All my friends that passed still make me cry
I sure hope I see them when I die.

You know the last place you’d ever want to put Adam Foster?  It would be on a stage with the likes of Adam Levine and Blake Shelton in their large, conspicuous red chairs, with their backs turned to him.

An insult to Foster?


Adam Foster isn’t primary a singer, nor is he a primarily a guitar player.  No, what he is, at his core, is a duel songwriter/frontman, combining his two skills into a mesh that isn’t easily able to be seperated.  Not showy, flamboyant, or self-seeking;  he’s simply comfortable in his own skin to present his unique persona to his audience.  You can get hints of it from his vocal delivery, but it can only truly be captured live.  He’s the Craig Finn of Nashville with dashes of Jack White – impossible to immitate, far enough off the beaten path to achieve international superstardom, but sly and whitty enough to be able to form a public following that would crave for him to be nothing more than what he is:  a musician, a frontman, and an entertainer – all unique onto himself.  There’s a lot of musicians that play the bar scene, but there are not a lot of Adam Fosters.

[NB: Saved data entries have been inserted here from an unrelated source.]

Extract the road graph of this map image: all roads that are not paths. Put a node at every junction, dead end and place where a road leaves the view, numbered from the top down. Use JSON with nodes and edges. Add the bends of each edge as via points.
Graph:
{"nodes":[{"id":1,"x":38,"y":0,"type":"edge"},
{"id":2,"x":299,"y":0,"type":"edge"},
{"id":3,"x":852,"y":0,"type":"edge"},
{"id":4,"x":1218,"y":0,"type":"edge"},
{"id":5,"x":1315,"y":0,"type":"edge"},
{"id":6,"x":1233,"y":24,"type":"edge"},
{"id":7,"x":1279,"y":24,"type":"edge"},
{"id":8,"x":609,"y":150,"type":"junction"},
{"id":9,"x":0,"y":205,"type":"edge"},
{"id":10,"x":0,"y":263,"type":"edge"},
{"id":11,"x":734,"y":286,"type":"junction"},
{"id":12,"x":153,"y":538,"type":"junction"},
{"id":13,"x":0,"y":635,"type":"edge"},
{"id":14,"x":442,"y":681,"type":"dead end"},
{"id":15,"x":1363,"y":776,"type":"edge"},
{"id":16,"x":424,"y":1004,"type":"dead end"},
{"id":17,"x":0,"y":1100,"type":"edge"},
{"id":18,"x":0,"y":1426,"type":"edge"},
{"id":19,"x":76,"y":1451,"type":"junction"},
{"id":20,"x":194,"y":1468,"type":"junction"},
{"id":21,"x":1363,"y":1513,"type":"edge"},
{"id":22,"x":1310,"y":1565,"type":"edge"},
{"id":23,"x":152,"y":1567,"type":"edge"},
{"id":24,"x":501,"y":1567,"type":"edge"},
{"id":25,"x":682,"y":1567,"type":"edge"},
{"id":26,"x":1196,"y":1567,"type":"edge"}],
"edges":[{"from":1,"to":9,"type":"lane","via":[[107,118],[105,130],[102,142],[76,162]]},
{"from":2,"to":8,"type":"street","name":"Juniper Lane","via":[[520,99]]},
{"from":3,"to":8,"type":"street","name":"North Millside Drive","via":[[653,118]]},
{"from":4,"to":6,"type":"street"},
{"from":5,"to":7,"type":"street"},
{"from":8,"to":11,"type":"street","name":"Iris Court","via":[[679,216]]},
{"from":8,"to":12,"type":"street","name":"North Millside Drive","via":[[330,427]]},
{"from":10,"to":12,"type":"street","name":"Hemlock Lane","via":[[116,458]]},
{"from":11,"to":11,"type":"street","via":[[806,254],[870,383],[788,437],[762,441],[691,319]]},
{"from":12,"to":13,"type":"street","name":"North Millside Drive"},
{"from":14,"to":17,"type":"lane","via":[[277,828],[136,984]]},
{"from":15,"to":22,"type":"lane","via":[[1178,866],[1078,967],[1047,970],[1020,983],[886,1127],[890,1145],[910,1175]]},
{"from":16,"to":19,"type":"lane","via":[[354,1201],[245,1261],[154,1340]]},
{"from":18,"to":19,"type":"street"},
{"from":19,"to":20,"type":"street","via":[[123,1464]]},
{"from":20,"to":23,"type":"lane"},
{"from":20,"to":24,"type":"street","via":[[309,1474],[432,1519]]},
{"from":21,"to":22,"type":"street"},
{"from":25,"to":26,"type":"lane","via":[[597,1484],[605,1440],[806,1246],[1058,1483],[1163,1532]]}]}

He’s joined here by The Phantoms (Cobi Ferguson, lead guitar / Justin Croft, bass / Maurice Barrett, drums), and together they’ve crafted a great record, without question. If all you listen to is 107.5 The River, it’s going to be harder to grasp, but if you’ve opened up your mind a little bit and are able to be satisfied with more than the next ultra-produced Daughtry single, you’ll be in for a treat.  It’s not a convential record by a long shot – there’s not a formula in sight.  A Good Place is a sunny day piece of indie pop/rock, while The Nearest Clique dives into the laid-back steady punk rock scene, and Brokenhearted (Can’t Get Out Of Bed) is a southern-friend, slow-burning chug of dispair that eruptes into a wah-ed out squeal of guitar and noise.  There’s even a cover of the Hank Williams’ classic Honky Tonkin’!

The heaviest groove on the record comes in the form of Too Poor To Drink, an easy favorite on a first listen through.  If I was back in high-school, I’m sure I would have described it as having just a sweet, slick little groove man.  Ah, who are we kidding?  That’s still exactly the way I’d speak on it.  I’m too poor to drink / too poor to smoke / just too damn broke he croons, as Cobi lets his weapon of choice scream.  Its finale is just heavy and satisfying; it’s not to be missed.

Adam’s unconvential storytelling gives him a huge draw as an artist.  It shines out like two-thousand lumens on the melodic and beautiful You Will Always Be A Kid To Me, which may either be a snapshot of a moment, or a guesture thirty years in the making.  In either case, its minimal lyrics hit on a level that is deeper than the skin.  Equal credit could be given to the solid album opener All My Friends, a sonically “not quite happy but not quite sad” journey down memory lane of the downtrodden and broken; the hopeless clinging onto hope of a reunion in this life, or the next.

Then again, if you want to dust off your dacin’ shoes and just get down without another care in the world, look no further than Monday Morning Boulevard.  Justin’s bass riff is enough to get even the most stubborn feet off the floor and into the center of the room.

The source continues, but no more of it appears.